Se apenas um pequeno número de biorreatores for preenchido, aumente a vazão para 800 a 1200 nanolitros por minuto. Quando a quantidade desejada de células tiver sido semeada, desconecte a suspensão celular, reconecte o meio de crescimento ao chip e perfunda com meio novo a 100 nanolitros por minuto. Em seguida, escaneie o chip e selecione biorreatores específicos para imagens de lapso de tempo.
Em seguida, configure uma sequência de microscopia de lapso de tempo para obter imagens dos biorreatores do início ao fim e iniciar o experimento. Quando todos os biorreatores do picolitro estiverem crescidos demais, pare o experimento e descarte os chips adequadamente. Para iniciar a análise, primeiro determine quais biorreatores atendem a todos os critérios desejados para o experimento, como número e posição das células-mãe.
Usando um programa de análise, como a imagem J, determine a taxa de crescimento de cada microcolônia contando o número de células em cada ponto de tempo. Calcule a taxa máxima de crescimento plotando o tempo versus o log do número da célula. O sistema aqui apresentado pode ser aplicado para estudar várias espécies bacterianas em relação a diferentes parâmetros biológicos, como crescimento, morfologia ou sinal fluorescente.
Neste exemplo, C. glutamicum foi cultivado em condições padrão de cultivo e as curvas de crescimento resultantes derivadas de três microcolônias isogênicas são mostradas aqui. Os biorreatores picolitros também se mostraram úteis no acesso à produção de proteínas por meio do uso de microscopia de fluorescência de lapso de tempo, conforme mostrado aqui. Ao expor as células a uma baixa concentração do indutor de proteína IPTG, as variações célula a célula da proteína podem ser estudadas no nível de célula única dentro de colônias a partir de uma única célula-mãe.

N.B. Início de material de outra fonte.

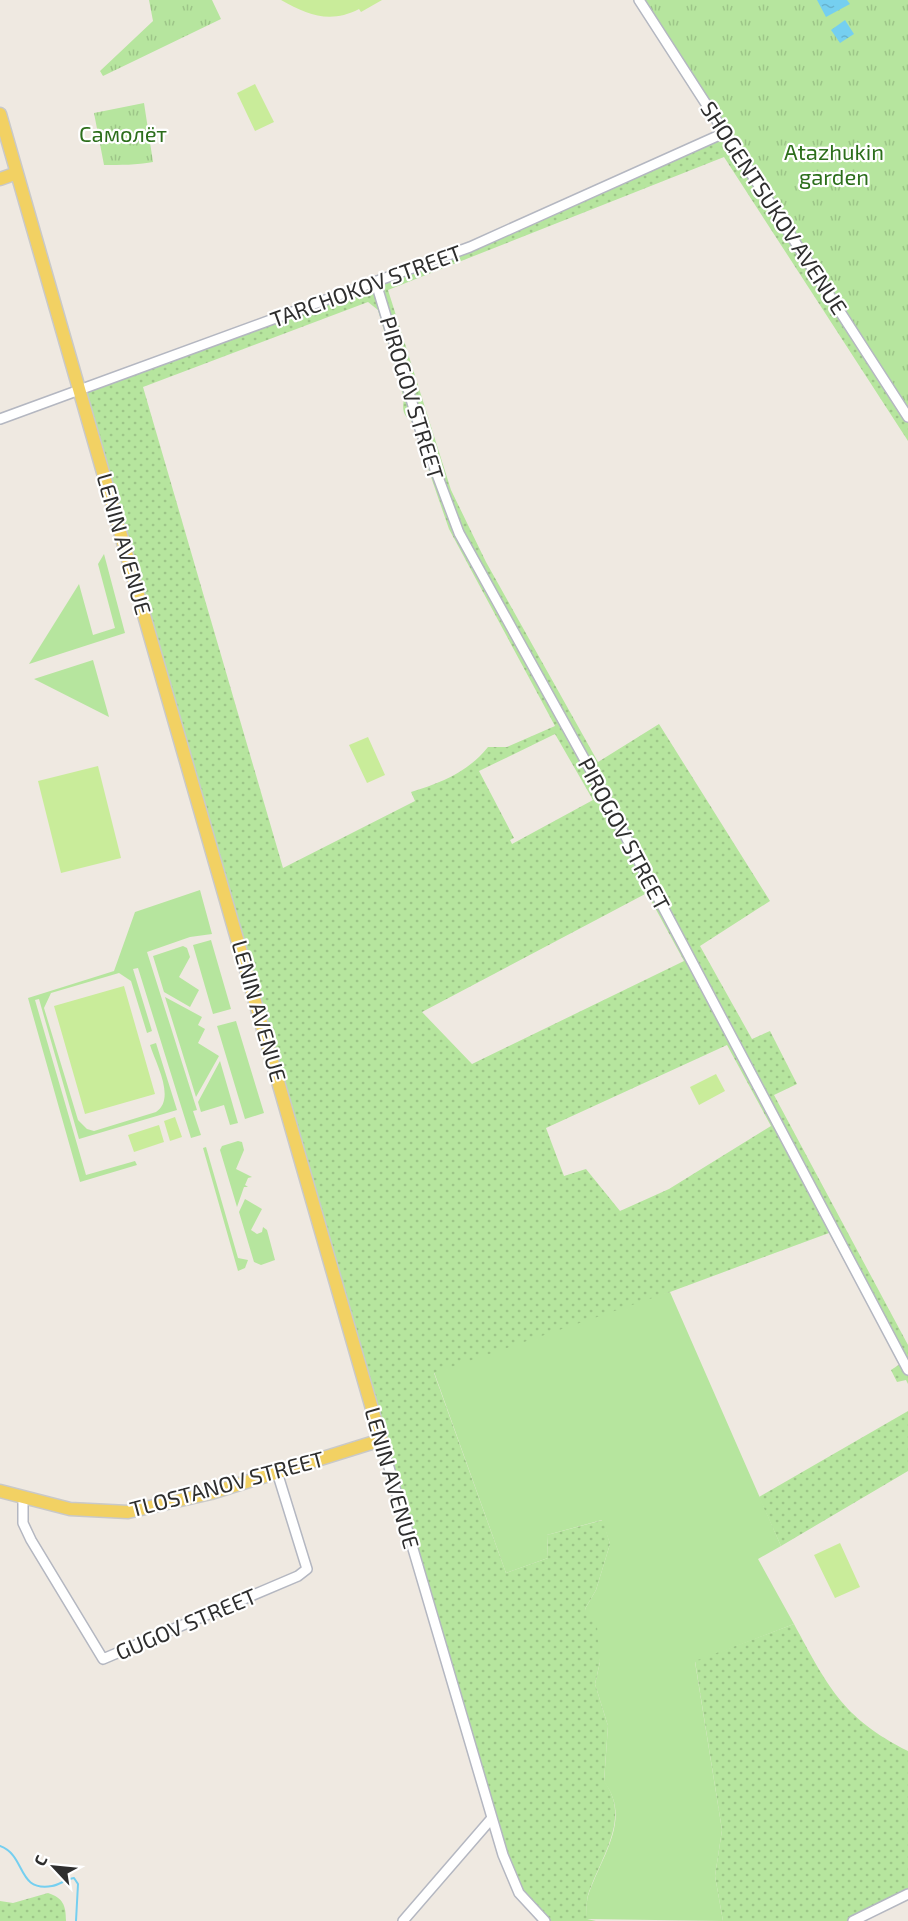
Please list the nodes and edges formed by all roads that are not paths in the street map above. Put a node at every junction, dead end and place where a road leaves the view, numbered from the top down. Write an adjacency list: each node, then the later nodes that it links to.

A técnica demonstrada pode ser aplicada para monitorar e analisar células bacterianas individuais com perfeito controle ambiental. Isso dificilmente é possível usando sistemas convencionais de cultivo em escala de bancada. Depois de assistir a este vídeo, você deve ter uma boa compreensão de como preparar chips de cultivo microfluídico para realizar análises comparáveis de células únicas.
Este protocolo introduz a fabricação e operação de um biorreator microfluídico de picolita (PLBR) para análise de microrganismos procarióticos de célula única. Ele demonstra insights sobre a taxa de crescimento, morfologia e heterogeneidade fenotípica de microrganismos industrialmente relevantes.